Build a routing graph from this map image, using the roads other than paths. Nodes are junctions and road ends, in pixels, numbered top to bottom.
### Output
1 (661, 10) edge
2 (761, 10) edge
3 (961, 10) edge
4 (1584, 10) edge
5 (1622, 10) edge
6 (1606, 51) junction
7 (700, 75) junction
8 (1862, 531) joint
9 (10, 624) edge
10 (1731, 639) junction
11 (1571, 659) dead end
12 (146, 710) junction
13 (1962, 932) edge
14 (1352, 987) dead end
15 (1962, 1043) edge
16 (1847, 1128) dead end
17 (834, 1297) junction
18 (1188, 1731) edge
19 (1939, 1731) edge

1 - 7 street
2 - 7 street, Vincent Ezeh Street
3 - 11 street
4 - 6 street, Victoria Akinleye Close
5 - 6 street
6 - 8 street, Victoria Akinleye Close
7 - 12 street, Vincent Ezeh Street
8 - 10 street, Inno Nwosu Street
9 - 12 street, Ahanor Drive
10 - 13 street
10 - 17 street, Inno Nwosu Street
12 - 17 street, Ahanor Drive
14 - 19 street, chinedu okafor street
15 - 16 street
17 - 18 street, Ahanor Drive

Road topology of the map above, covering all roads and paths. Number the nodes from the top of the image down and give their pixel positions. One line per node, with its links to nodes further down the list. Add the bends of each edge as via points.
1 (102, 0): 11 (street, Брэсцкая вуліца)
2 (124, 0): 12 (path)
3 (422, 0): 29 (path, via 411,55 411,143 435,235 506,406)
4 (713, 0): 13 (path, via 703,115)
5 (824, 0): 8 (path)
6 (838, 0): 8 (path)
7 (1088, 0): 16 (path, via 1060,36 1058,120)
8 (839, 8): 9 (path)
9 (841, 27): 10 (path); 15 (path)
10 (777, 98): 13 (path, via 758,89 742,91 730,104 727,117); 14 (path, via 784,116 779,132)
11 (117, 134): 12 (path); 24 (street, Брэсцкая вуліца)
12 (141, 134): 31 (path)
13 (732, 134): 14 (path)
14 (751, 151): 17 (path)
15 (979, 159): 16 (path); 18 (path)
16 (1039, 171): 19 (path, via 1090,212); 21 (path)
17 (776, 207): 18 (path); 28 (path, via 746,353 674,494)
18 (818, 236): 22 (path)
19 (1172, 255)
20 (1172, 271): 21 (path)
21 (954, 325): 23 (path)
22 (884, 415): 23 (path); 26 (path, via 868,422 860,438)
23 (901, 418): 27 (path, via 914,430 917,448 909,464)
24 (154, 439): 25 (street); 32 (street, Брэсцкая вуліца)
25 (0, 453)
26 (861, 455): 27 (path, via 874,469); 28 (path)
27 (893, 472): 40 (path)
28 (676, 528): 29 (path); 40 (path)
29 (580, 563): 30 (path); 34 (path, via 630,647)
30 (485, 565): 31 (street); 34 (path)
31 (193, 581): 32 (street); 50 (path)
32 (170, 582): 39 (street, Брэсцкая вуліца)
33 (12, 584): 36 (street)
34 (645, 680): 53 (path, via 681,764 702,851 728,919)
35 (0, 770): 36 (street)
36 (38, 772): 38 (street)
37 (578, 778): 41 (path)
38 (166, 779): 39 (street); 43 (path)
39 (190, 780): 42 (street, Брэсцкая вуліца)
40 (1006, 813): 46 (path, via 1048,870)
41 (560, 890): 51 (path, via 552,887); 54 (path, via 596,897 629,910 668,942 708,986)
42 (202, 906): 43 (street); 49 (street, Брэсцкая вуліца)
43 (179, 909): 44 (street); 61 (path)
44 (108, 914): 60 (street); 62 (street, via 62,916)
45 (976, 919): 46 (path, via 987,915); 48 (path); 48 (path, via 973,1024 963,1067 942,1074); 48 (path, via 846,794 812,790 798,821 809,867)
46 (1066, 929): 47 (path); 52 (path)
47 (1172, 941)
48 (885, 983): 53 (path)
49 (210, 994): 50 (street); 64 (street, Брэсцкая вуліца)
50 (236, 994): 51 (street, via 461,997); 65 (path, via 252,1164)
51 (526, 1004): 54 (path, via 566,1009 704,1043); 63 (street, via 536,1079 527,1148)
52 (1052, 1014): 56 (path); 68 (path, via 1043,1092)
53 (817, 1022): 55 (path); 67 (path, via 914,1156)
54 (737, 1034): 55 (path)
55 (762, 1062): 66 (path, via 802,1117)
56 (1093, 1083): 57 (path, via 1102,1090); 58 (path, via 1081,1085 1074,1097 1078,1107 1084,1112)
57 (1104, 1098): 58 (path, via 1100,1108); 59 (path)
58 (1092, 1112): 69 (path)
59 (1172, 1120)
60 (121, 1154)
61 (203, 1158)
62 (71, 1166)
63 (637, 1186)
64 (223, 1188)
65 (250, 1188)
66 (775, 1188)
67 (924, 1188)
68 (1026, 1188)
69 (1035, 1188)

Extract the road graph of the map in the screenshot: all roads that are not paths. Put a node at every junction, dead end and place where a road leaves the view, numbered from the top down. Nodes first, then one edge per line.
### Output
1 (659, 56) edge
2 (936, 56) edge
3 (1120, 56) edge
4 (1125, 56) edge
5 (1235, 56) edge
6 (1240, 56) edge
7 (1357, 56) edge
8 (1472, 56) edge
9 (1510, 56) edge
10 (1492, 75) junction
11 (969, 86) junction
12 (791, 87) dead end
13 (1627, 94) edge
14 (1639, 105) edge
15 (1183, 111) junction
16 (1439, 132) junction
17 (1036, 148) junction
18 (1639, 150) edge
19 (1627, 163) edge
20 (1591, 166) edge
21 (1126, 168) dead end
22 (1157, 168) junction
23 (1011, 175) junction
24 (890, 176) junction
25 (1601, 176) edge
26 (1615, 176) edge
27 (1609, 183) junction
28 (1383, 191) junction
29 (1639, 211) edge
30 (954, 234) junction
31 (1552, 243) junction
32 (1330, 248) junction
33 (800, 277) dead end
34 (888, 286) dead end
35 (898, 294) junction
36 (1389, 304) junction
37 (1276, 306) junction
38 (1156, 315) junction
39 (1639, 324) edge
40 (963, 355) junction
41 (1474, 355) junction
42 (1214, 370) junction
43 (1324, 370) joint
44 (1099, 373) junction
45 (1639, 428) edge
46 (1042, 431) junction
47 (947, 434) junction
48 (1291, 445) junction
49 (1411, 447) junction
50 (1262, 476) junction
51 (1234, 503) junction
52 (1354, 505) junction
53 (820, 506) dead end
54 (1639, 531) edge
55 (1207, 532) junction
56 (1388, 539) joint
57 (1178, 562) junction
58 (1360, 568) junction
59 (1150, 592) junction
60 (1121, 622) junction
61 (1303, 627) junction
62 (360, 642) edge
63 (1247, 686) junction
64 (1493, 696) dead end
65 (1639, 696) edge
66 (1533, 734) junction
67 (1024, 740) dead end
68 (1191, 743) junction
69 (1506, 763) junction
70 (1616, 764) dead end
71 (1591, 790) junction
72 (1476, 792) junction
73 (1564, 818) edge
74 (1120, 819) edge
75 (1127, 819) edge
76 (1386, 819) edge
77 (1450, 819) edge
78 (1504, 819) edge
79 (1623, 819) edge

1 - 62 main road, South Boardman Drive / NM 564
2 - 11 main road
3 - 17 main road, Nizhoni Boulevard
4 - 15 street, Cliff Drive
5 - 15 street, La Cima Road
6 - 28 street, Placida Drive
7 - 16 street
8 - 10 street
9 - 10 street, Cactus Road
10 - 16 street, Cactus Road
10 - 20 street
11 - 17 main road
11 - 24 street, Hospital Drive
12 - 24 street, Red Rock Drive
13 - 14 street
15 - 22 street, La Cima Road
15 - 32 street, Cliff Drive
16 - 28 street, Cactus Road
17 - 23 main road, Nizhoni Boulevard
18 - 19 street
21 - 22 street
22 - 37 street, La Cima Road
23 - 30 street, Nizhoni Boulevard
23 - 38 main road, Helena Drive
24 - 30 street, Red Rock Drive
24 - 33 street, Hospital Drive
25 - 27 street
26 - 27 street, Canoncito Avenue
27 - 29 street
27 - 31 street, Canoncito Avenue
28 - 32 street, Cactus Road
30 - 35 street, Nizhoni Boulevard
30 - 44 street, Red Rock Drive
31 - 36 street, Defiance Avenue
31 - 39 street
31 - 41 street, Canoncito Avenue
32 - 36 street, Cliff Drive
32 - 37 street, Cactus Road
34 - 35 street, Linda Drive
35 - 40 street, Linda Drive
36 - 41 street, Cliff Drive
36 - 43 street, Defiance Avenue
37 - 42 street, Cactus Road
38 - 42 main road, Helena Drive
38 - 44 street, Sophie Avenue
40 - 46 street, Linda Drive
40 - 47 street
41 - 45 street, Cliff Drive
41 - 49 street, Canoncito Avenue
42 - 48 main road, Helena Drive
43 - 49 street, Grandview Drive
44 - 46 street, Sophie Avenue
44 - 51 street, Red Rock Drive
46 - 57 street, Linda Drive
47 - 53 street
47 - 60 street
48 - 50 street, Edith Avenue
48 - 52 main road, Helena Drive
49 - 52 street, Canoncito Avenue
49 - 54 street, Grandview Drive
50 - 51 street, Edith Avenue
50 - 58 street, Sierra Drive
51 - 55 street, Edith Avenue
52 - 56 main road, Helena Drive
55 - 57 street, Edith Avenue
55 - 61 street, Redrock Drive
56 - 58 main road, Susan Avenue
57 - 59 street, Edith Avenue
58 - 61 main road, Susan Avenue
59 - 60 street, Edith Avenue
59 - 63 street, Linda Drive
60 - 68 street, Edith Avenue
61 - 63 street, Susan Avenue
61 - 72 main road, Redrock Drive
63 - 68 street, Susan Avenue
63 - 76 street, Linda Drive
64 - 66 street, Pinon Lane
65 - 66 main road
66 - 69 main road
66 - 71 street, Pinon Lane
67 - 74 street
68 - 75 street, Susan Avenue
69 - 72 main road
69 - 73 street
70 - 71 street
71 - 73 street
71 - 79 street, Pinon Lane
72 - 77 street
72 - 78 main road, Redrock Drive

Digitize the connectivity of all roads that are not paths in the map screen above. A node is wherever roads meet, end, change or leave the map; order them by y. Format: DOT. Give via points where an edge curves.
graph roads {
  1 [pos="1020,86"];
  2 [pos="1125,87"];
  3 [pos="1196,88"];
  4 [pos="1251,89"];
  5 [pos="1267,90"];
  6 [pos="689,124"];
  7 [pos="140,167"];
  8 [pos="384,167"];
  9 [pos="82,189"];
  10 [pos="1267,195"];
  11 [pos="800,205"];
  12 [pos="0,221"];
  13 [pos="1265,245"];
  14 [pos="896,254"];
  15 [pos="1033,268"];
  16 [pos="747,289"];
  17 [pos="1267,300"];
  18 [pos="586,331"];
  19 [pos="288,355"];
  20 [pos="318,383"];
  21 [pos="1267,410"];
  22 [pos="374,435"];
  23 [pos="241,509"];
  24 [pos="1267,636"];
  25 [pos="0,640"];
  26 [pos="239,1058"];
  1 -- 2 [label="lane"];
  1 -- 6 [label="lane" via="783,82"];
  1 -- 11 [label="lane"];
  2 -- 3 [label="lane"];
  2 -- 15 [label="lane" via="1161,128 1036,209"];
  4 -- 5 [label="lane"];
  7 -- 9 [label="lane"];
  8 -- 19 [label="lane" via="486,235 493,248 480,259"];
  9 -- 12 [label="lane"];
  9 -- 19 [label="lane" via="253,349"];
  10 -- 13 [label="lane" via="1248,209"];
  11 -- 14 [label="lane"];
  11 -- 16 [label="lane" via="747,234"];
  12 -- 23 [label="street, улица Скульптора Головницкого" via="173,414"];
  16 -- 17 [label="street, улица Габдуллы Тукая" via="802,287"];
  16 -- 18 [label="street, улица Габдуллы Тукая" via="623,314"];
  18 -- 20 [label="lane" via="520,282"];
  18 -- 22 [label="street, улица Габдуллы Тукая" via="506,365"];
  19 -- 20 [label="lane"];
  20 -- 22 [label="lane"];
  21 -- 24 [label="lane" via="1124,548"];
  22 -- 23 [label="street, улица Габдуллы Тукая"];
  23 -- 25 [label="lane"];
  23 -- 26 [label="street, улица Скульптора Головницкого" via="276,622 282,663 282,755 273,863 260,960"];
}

**What you will do**: The lines in the records above that include the word "Головницкого" must be copied out.

**Written answer**:
  12 -- 23 [label="street, улица Скульптора Головницкого" via="173,414"];
  23 -- 26 [label="street, улица Скульптора Головницкого" via="276,622 282,663 282,755 273,863 260,960"];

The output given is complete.